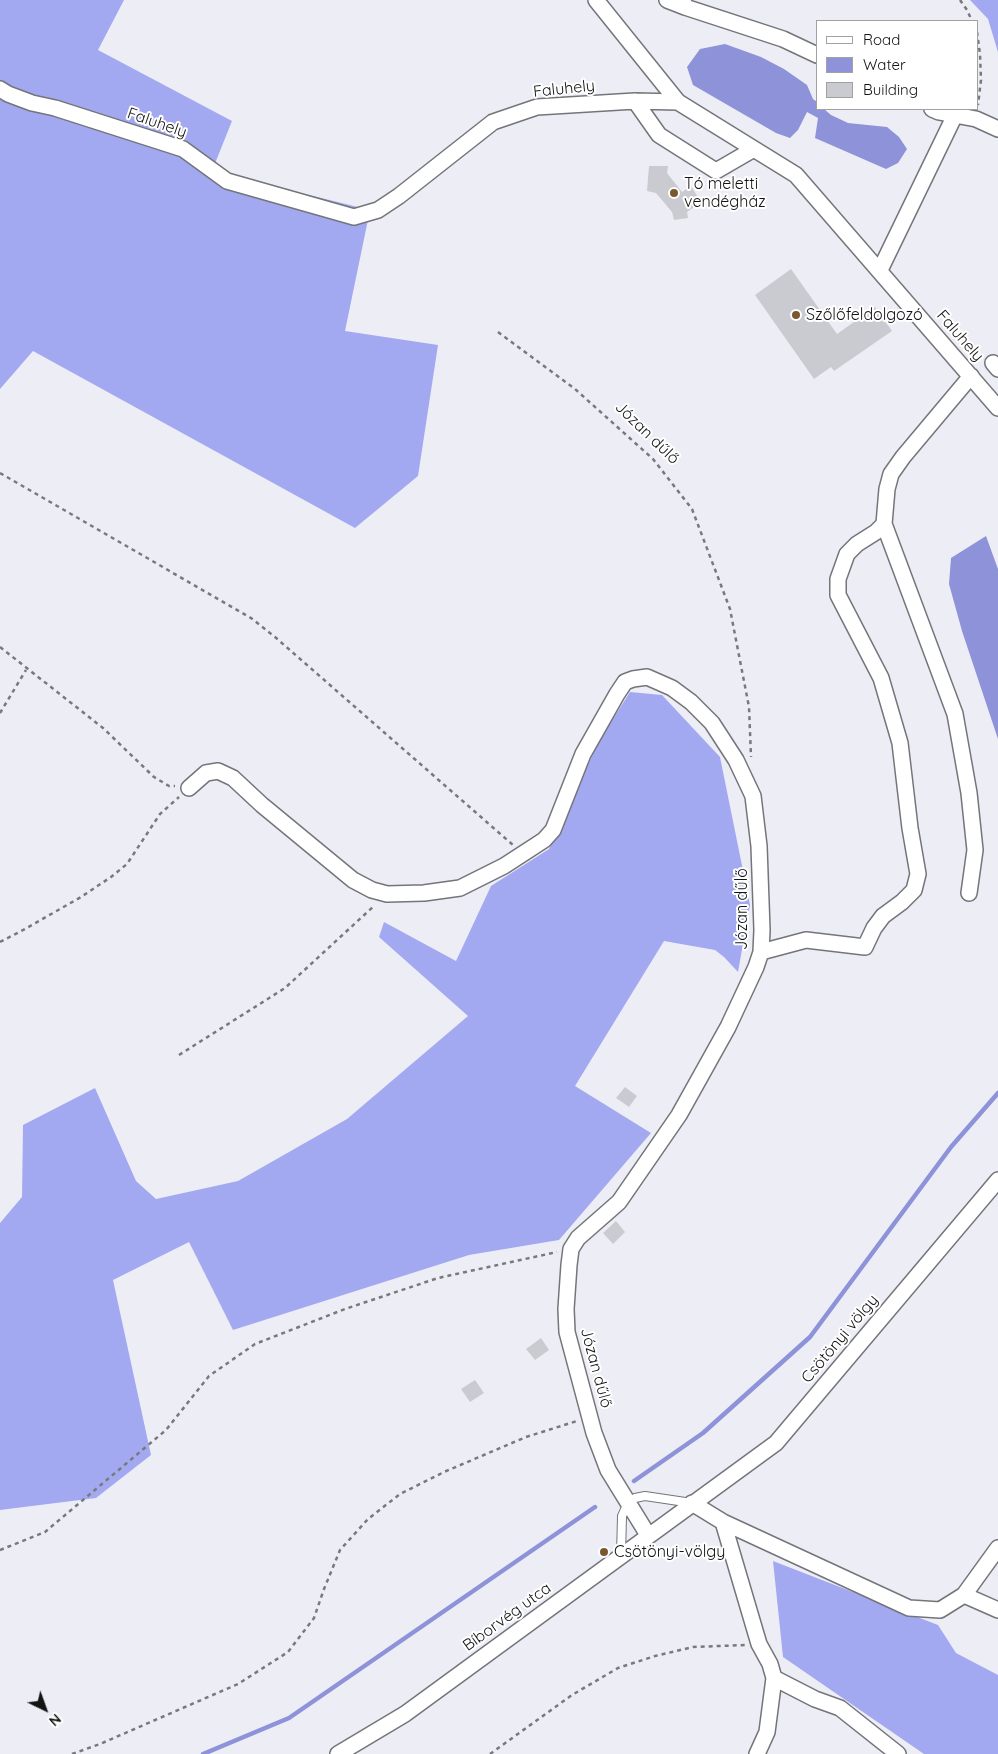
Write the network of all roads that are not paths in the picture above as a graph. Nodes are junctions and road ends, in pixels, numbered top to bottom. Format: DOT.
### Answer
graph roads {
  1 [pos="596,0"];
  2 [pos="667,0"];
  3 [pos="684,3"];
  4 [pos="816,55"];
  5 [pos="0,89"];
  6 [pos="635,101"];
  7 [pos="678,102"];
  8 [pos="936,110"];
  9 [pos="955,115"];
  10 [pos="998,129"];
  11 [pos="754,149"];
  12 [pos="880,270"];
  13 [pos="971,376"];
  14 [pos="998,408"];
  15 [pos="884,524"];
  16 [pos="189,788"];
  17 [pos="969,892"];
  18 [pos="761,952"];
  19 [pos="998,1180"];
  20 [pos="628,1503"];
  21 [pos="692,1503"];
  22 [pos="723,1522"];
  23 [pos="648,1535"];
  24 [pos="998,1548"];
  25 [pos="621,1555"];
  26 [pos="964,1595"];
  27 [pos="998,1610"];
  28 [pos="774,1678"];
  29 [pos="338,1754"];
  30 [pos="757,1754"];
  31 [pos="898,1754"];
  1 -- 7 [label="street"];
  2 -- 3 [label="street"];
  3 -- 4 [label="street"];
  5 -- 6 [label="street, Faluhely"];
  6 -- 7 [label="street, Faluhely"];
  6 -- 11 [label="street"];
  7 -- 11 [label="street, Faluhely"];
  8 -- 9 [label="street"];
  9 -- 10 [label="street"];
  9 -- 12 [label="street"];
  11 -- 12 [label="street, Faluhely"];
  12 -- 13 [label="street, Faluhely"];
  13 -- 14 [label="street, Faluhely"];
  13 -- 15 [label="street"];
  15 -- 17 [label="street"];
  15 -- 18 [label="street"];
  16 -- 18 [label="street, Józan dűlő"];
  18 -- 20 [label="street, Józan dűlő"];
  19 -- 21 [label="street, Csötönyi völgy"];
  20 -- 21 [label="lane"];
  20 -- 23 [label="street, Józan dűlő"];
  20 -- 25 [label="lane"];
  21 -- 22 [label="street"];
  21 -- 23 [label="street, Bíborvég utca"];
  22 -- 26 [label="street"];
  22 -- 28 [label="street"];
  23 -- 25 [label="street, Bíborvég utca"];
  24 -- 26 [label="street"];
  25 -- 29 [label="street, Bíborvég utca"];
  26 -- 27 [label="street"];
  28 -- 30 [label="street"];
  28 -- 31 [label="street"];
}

---*---

# Required action:
Only lines containing the string "utca" belong in the answer; find them in the data above and copy them.

# Exercise response:
  21 -- 23 [label="street, Bíborvég utca"];
  23 -- 25 [label="street, Bíborvég utca"];
  25 -- 29 [label="street, Bíborvég utca"];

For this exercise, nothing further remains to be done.